**PROBLEM DETAILS:** Every entry below is to be copied exactly as written.

Top of MATERIALS PROVIDED

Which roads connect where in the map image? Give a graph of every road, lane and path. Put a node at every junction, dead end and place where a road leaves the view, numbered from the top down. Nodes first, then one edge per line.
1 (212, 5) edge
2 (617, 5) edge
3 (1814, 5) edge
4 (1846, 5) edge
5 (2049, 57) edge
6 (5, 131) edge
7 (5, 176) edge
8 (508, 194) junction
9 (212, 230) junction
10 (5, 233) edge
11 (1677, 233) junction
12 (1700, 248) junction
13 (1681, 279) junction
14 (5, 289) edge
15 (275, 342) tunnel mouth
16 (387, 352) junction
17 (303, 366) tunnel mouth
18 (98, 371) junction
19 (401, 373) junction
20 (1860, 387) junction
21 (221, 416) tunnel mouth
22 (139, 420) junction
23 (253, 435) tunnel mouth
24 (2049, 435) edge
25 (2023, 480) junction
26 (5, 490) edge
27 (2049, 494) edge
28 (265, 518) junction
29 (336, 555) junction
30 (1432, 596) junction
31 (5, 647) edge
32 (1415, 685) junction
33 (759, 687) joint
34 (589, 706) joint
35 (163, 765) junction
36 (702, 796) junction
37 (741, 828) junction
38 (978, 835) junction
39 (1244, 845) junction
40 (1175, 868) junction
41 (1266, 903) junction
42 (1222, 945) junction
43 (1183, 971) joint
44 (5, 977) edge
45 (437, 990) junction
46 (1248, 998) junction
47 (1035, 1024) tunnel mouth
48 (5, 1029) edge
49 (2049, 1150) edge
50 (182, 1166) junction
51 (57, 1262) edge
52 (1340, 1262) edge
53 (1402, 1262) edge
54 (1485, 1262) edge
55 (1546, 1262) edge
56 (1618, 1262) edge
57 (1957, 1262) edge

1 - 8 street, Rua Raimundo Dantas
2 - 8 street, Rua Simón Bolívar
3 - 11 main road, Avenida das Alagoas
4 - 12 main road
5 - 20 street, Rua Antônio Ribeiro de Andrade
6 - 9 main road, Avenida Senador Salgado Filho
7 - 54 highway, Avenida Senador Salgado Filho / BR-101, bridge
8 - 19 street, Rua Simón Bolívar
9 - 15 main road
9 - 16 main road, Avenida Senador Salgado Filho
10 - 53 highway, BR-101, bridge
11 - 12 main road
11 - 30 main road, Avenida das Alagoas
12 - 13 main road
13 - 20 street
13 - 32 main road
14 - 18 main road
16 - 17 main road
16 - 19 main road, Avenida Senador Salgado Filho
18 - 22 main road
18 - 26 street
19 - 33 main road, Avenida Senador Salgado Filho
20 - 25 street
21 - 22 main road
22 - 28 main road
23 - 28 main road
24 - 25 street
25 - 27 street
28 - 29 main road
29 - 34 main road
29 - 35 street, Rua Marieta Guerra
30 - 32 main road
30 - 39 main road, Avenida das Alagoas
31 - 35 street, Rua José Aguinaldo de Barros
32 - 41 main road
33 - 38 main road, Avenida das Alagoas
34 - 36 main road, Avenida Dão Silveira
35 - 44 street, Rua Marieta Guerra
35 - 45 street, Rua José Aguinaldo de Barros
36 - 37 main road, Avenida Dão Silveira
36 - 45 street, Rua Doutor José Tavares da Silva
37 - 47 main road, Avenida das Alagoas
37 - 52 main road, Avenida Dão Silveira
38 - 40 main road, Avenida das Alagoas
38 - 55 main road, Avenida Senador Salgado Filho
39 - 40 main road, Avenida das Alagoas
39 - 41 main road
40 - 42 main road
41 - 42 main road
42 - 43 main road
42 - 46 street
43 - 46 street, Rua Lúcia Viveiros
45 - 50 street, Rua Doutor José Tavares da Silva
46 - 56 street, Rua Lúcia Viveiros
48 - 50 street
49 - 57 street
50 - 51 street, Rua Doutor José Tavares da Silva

Bottom of MATERIALS PROVIDED

**WRITTEN ANSWER:**
Which roads connect where in the map image? Give a graph of every road, lane and path. Put a node at every junction, dead end and place where a road leaves the view, numbered from the top down. Nodes first, then one edge per line.
1 (212, 5) edge
2 (617, 5) edge
3 (1814, 5) edge
4 (1846, 5) edge
5 (2049, 57) edge
6 (5, 131) edge
7 (5, 176) edge
8 (508, 194) junction
9 (212, 230) junction
10 (5, 233) edge
11 (1677, 233) junction
12 (1700, 248) junction
13 (1681, 279) junction
14 (5, 289) edge
15 (275, 342) tunnel mouth
16 (387, 352) junction
17 (303, 366) tunnel mouth
18 (98, 371) junction
19 (401, 373) junction
20 (1860, 387) junction
21 (221, 416) tunnel mouth
22 (139, 420) junction
23 (253, 435) tunnel mouth
24 (2049, 435) edge
25 (2023, 480) junction
26 (5, 490) edge
27 (2049, 494) edge
28 (265, 518) junction
29 (336, 555) junction
30 (1432, 596) junction
31 (5, 647) edge
32 (1415, 685) junction
33 (759, 687) joint
34 (589, 706) joint
35 (163, 765) junction
36 (702, 796) junction
37 (741, 828) junction
38 (978, 835) junction
39 (1244, 845) junction
40 (1175, 868) junction
41 (1266, 903) junction
42 (1222, 945) junction
43 (1183, 971) joint
44 (5, 977) edge
45 (437, 990) junction
46 (1248, 998) junction
47 (1035, 1024) tunnel mouth
48 (5, 1029) edge
49 (2049, 1150) edge
50 (182, 1166) junction
51 (57, 1262) edge
52 (1340, 1262) edge
53 (1402, 1262) edge
54 (1485, 1262) edge
55 (1546, 1262) edge
56 (1618, 1262) edge
57 (1957, 1262) edge

1 - 8 street, Rua Raimundo Dantas
2 - 8 street, Rua Simón Bolívar
3 - 11 main road, Avenida das Alagoas
4 - 12 main road
5 - 20 street, Rua Antônio Ribeiro de Andrade
6 - 9 main road, Avenida Senador Salgado Filho
7 - 54 highway, Avenida Senador Salgado Filho / BR-101, bridge
8 - 19 street, Rua Simón Bolívar
9 - 15 main road
9 - 16 main road, Avenida Senador Salgado Filho
10 - 53 highway, BR-101, bridge
11 - 12 main road
11 - 30 main road, Avenida das Alagoas
12 - 13 main road
13 - 20 street
13 - 32 main road
14 - 18 main road
16 - 17 main road
16 - 19 main road, Avenida Senador Salgado Filho
18 - 22 main road
18 - 26 street
19 - 33 main road, Avenida Senador Salgado Filho
20 - 25 street
21 - 22 main road
22 - 28 main road
23 - 28 main road
24 - 25 street
25 - 27 street
28 - 29 main road
29 - 34 main road
29 - 35 street, Rua Marieta Guerra
30 - 32 main road
30 - 39 main road, Avenida das Alagoas
31 - 35 street, Rua José Aguinaldo de Barros
32 - 41 main road
33 - 38 main road, Avenida das Alagoas
34 - 36 main road, Avenida Dão Silveira
35 - 44 street, Rua Marieta Guerra
35 - 45 street, Rua José Aguinaldo de Barros
36 - 37 main road, Avenida Dão Silveira
36 - 45 street, Rua Doutor José Tavares da Silva
37 - 47 main road, Avenida das Alagoas
37 - 52 main road, Avenida Dão Silveira
38 - 40 main road, Avenida das Alagoas
38 - 55 main road, Avenida Senador Salgado Filho
39 - 40 main road, Avenida das Alagoas
39 - 41 main road
40 - 42 main road
41 - 42 main road
42 - 43 main road
42 - 46 street
43 - 46 street, Rua Lúcia Viveiros
45 - 50 street, Rua Doutor José Tavares da Silva
46 - 56 street, Rua Lúcia Viveiros
48 - 50 street
49 - 57 street
50 - 51 street, Rua Doutor José Tavares da Silva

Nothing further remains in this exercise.